**ACTIVITY**
Each record that follows goes into your reply unchanged; the pictures do not.

**Records contained in a dataset**
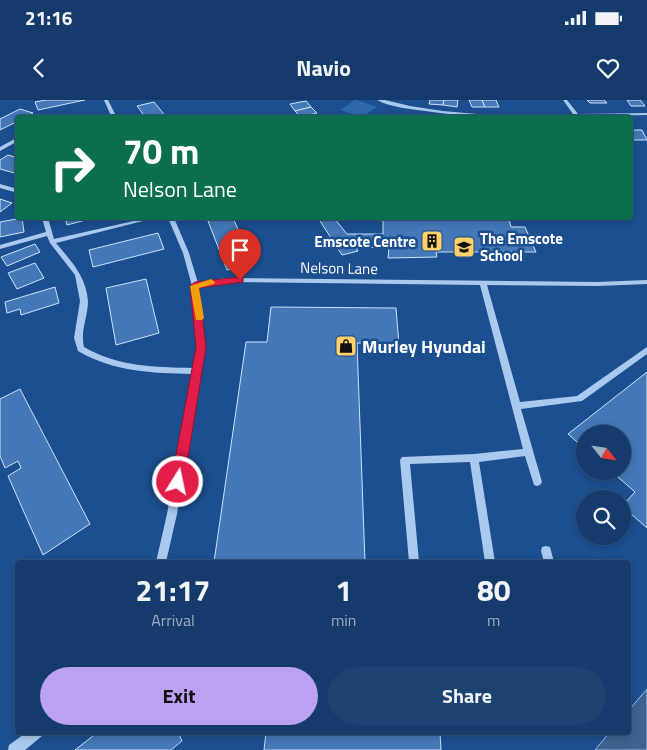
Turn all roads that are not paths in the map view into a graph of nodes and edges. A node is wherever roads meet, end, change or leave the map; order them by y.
1 (106, 100) edge
2 (379, 100) edge
3 (565, 100) edge
4 (576, 114) junction
5 (647, 114) edge
6 (114, 115) edge
7 (15, 140) edge
8 (0, 149) edge
9 (0, 186) edge
10 (15, 190) edge
11 (46, 220) edge
12 (144, 220) edge
13 (172, 220) edge
14 (49, 233) junction
15 (52, 242) junction
16 (0, 247) edge
17 (647, 282) edge
18 (483, 284) junction
19 (195, 286) junction
20 (647, 350) edge
21 (198, 371) junction
22 (516, 406) junction
23 (529, 452) junction
24 (474, 458) junction
25 (537, 482) dead end
26 (546, 551) dead end
27 (161, 560) edge
28 (414, 560) edge
29 (490, 560) edge
30 (548, 560) edge
31 (34, 735) edge
32 (14, 750) edge

1 - 6 street
2 - 4 street
3 - 4 street
4 - 5 street
7 - 8 street
9 - 10 street
11 - 14 street
12 - 15 lane
13 - 19 street
14 - 15 street
14 - 16 street
15 - 21 street
17 - 18 street, Nelson Lane
18 - 19 street, Nelson Lane
18 - 22 street
19 - 21 street
20 - 22 street
21 - 27 street
22 - 23 street
23 - 24 street
23 - 25 street
24 - 28 street
24 - 29 street
26 - 30 street
31 - 32 street

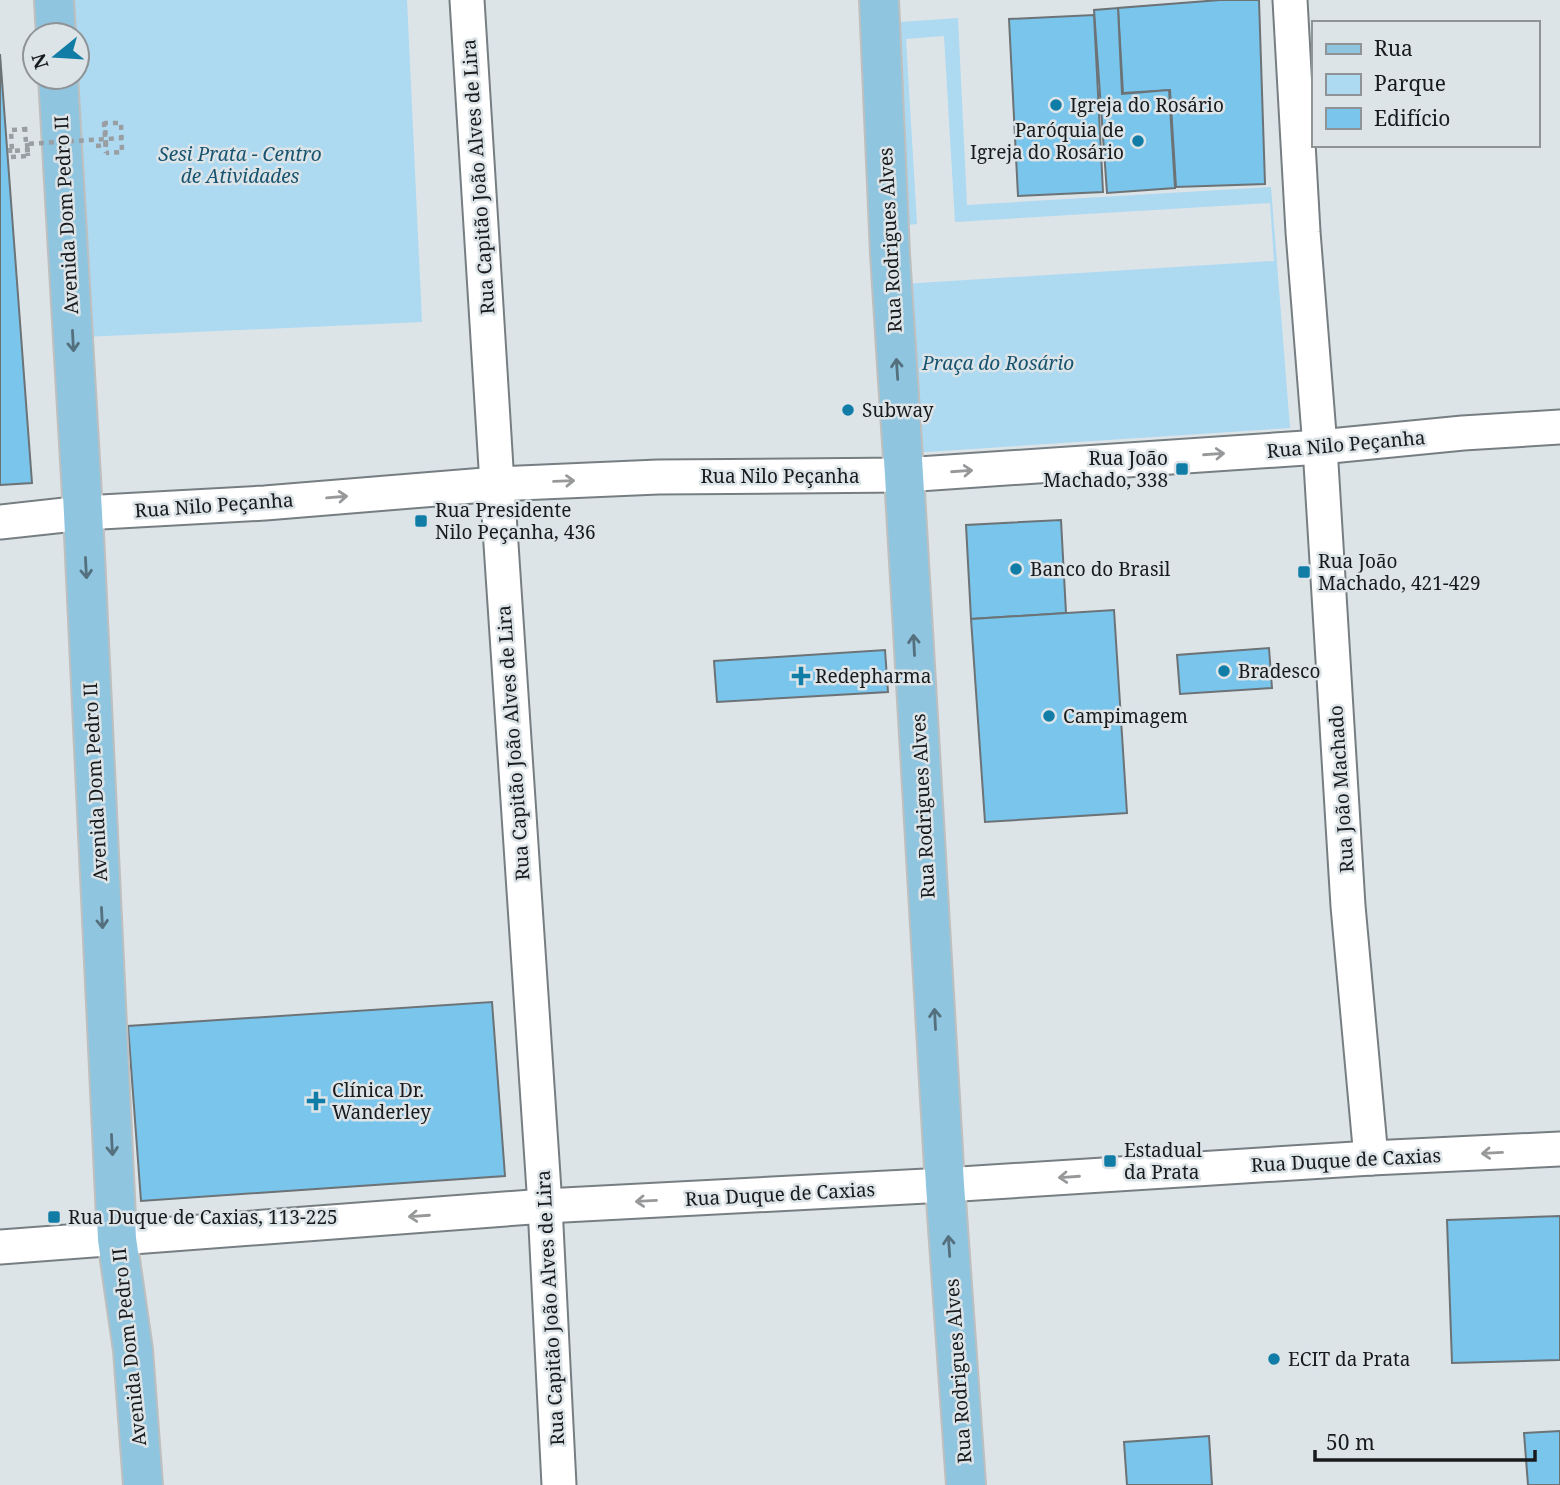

**RESULT**
Turn all roads that are not paths in the map view into a graph of nodes and edges. A node is wherever roads meet, end, change or leave the map; order them by y.
1 (106, 100) edge
2 (379, 100) edge
3 (565, 100) edge
4 (576, 114) junction
5 (647, 114) edge
6 (114, 115) edge
7 (15, 140) edge
8 (0, 149) edge
9 (0, 186) edge
10 (15, 190) edge
11 (46, 220) edge
12 (144, 220) edge
13 (172, 220) edge
14 (49, 233) junction
15 (52, 242) junction
16 (0, 247) edge
17 (647, 282) edge
18 (483, 284) junction
19 (195, 286) junction
20 (647, 350) edge
21 (198, 371) junction
22 (516, 406) junction
23 (529, 452) junction
24 (474, 458) junction
25 (537, 482) dead end
26 (546, 551) dead end
27 (161, 560) edge
28 (414, 560) edge
29 (490, 560) edge
30 (548, 560) edge
31 (34, 735) edge
32 (14, 750) edge

1 - 6 street
2 - 4 street
3 - 4 street
4 - 5 street
7 - 8 street
9 - 10 street
11 - 14 street
12 - 15 lane
13 - 19 street
14 - 15 street
14 - 16 street
15 - 21 street
17 - 18 street, Nelson Lane
18 - 19 street, Nelson Lane
18 - 22 street
19 - 21 street
20 - 22 street
21 - 27 street
22 - 23 street
23 - 24 street
23 - 25 street
24 - 28 street
24 - 29 street
26 - 30 street
31 - 32 street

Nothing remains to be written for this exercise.